[Collected data entries]

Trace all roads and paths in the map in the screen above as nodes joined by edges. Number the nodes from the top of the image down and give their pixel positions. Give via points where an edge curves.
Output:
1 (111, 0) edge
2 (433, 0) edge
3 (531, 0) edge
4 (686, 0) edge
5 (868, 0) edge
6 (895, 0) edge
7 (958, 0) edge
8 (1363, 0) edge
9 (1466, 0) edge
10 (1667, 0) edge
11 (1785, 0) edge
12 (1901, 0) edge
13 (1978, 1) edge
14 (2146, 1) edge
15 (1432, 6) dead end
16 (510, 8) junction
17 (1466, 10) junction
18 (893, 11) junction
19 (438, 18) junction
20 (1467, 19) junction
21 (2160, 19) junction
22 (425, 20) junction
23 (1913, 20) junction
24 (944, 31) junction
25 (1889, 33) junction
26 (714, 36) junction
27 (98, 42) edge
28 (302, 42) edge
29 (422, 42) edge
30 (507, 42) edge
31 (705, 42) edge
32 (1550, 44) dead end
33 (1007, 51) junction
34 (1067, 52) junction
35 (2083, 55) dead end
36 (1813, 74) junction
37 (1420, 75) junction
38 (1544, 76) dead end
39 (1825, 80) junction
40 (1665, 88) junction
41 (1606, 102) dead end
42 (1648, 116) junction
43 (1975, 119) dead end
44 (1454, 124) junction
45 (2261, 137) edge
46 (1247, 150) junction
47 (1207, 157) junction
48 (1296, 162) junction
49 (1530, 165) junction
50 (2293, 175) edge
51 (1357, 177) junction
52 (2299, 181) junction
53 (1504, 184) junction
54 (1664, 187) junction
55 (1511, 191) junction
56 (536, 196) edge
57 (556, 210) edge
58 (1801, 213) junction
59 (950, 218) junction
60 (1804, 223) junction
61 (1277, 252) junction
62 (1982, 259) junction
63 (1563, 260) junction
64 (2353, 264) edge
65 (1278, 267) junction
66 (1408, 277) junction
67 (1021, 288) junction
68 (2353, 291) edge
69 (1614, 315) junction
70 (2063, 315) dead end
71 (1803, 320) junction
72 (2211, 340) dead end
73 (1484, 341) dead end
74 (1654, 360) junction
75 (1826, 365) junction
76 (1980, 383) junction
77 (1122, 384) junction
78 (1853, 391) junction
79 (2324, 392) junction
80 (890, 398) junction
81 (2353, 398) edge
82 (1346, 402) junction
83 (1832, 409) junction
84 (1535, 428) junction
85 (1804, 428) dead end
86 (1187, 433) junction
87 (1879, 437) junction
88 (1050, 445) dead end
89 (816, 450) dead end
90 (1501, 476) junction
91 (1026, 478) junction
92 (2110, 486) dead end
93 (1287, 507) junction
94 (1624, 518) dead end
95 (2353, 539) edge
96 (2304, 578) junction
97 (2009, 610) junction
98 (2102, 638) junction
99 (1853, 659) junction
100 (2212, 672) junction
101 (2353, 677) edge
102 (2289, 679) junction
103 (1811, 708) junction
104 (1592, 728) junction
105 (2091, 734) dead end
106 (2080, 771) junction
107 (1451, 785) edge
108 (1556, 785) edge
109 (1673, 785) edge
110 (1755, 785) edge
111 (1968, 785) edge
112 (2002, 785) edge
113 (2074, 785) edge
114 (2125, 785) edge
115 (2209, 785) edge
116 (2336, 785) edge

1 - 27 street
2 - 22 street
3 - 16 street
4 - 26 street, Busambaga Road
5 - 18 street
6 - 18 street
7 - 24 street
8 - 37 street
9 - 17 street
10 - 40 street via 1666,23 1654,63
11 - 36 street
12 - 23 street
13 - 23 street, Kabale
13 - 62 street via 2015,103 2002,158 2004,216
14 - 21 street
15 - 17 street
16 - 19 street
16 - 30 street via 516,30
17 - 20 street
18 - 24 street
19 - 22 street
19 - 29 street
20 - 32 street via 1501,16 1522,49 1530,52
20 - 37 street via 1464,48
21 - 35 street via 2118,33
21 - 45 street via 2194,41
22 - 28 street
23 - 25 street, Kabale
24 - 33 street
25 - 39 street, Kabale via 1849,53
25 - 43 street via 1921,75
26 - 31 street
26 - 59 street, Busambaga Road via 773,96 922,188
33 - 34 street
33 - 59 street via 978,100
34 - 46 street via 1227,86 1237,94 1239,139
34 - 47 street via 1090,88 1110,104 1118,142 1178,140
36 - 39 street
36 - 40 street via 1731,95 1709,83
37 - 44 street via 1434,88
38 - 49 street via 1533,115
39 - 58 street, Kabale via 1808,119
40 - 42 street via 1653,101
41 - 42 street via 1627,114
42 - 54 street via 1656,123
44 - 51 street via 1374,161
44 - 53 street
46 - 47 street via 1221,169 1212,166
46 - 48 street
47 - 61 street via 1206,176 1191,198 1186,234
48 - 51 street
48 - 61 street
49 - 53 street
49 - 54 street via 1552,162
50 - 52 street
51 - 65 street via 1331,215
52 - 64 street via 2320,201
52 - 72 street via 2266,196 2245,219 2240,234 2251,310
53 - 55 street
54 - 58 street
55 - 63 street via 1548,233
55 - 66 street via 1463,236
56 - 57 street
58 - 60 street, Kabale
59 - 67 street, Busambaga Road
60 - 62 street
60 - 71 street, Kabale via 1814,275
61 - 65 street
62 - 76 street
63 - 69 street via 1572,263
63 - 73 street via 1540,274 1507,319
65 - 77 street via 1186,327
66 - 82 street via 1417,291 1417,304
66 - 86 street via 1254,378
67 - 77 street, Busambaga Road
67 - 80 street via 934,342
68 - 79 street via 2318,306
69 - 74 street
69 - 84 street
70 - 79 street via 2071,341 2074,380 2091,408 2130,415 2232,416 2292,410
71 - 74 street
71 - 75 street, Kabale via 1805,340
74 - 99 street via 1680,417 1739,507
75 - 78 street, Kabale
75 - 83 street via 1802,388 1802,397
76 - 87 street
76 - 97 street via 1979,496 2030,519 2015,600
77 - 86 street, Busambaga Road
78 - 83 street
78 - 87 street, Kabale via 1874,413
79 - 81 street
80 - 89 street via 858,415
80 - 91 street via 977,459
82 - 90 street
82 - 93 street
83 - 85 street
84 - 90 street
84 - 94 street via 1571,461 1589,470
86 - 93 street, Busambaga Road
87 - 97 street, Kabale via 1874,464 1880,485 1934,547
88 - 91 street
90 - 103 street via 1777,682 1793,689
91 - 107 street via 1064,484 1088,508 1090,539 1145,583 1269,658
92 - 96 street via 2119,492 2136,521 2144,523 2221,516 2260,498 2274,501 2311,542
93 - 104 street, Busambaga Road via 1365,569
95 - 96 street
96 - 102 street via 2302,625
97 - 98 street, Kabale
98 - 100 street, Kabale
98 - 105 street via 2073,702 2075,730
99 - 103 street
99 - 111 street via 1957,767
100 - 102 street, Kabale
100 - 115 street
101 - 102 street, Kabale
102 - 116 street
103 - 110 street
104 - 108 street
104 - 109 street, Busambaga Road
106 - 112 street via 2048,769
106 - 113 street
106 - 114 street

### TASK DIRECTIONS
Above are the records; copy every line in them that holds the word "Busambaga".

### OUTPUT FOR THIS TASK
4 - 26 street, Busambaga Road
26 - 59 street, Busambaga Road via 773,96 922,188
59 - 67 street, Busambaga Road
67 - 77 street, Busambaga Road
77 - 86 street, Busambaga Road
86 - 93 street, Busambaga Road
93 - 104 street, Busambaga Road via 1365,569
104 - 109 street, Busambaga Road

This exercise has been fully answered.